Siamo in quella parte dell’isola -e le cifre che abbiamo riportato prima lo dimostrano- appena sfiorata dal turismo di massa anche se per la limpidezza del suo mare e la bellezza delle sue
coste (un arenile lungo 15 miglia è a ridosso di Famagosta) meriterebbero di essere maggiormente “esplorate”.

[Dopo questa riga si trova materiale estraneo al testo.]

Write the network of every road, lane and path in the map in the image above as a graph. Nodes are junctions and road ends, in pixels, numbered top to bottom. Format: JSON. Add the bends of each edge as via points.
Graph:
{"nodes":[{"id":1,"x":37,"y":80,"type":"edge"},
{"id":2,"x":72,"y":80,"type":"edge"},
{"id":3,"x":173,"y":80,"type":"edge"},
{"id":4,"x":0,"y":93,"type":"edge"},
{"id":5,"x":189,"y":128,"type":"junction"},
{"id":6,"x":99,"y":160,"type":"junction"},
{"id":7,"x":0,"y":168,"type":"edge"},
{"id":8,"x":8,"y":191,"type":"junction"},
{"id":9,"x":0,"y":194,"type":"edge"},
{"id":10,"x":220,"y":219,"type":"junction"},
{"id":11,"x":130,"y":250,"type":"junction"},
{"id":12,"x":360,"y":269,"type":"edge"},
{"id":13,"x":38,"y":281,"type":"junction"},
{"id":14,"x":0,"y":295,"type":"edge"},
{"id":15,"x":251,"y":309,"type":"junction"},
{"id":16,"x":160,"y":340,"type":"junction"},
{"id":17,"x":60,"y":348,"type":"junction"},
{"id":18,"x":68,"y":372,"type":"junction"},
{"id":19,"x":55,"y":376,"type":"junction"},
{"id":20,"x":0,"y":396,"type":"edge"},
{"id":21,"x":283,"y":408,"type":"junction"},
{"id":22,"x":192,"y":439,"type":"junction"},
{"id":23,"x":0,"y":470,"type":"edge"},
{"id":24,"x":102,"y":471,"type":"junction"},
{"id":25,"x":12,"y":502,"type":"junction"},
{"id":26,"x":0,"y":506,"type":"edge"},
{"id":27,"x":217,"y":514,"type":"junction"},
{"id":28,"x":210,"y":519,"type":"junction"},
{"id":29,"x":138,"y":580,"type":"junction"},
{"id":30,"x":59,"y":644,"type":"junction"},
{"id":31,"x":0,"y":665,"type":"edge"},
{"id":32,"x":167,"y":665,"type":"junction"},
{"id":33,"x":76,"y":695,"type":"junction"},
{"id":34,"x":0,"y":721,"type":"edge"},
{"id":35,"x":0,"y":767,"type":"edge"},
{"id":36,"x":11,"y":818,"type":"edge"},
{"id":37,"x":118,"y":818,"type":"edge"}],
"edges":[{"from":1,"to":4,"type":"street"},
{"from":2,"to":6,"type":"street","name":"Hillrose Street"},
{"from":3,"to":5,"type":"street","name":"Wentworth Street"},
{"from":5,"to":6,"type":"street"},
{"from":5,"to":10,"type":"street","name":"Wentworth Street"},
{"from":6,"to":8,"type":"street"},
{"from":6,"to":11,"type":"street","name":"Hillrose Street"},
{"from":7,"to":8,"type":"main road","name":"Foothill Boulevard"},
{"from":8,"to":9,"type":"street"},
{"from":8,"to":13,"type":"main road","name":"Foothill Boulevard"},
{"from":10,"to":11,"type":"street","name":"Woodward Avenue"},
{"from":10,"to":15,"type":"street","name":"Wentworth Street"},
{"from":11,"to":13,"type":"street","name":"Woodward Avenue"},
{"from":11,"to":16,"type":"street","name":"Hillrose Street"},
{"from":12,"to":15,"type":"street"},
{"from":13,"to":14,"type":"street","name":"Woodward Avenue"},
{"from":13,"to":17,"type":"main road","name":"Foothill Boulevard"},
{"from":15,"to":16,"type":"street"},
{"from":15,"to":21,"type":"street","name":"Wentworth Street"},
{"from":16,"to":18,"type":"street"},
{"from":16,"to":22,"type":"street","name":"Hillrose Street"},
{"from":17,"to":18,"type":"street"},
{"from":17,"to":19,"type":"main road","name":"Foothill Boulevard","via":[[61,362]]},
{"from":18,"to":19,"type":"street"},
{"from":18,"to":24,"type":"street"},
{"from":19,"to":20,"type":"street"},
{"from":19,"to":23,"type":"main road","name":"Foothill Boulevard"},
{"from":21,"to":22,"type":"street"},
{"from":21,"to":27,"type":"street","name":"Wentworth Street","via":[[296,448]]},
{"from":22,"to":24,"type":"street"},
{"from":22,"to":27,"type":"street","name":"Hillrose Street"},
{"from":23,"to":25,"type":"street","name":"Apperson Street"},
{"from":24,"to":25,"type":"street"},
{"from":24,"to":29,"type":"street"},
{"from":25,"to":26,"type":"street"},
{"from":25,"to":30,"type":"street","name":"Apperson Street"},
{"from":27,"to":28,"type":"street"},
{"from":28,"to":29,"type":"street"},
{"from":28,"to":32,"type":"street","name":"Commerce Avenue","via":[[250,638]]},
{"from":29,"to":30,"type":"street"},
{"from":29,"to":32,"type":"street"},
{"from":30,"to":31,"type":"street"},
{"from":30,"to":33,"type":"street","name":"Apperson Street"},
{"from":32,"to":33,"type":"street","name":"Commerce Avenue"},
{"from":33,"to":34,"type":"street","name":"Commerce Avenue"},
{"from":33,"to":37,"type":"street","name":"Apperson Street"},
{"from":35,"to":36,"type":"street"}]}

Attorno a Kyrenia, fra gli anfratti della roccia, ci sono delle piccole distese di sabbia che non è facile trovare da altre parti e che permettono di isolarsi, come in un sogno, dal
resto dell’umanità.
Se a tutto questo si uniscono la particolarità del clima dove la temperatura solo raramente va al di sotto dei 15 gradi così come quella del mare si capisce perché tanti
amanti della scoperta dei fondali marini la scelgono per le loro immersioni.
La storia e la mitologia sono di casa nell’isola di Venere. Ben 9000 anni di civiltà hanno lasciato tracce indelebili dei vari passaggi resistendo alle calamità atmosferiche e
alle distruzioni provocate dall’uomo. E’ così che dalle rovine di Salamina o dal Castello di Kantara, come dalla Torre di Otello si può ripercorrere la storia caratterizzata da 3
secoli di occupazione ottomana che hanno lasciato segni indelebili.
Il simbolo di Cipro Nord è l’ulivo che, seminato da Atena e riconosciuto da Zeus, sta a significare la pace.
Ed è in questo senso che vanno intesi i balli folcloristici che durante l’anno hanno luogo in più punti dell’isola e che per chi vi si reca non dovrebbero essere persi per
arricchire il proprio bagaglio culturale.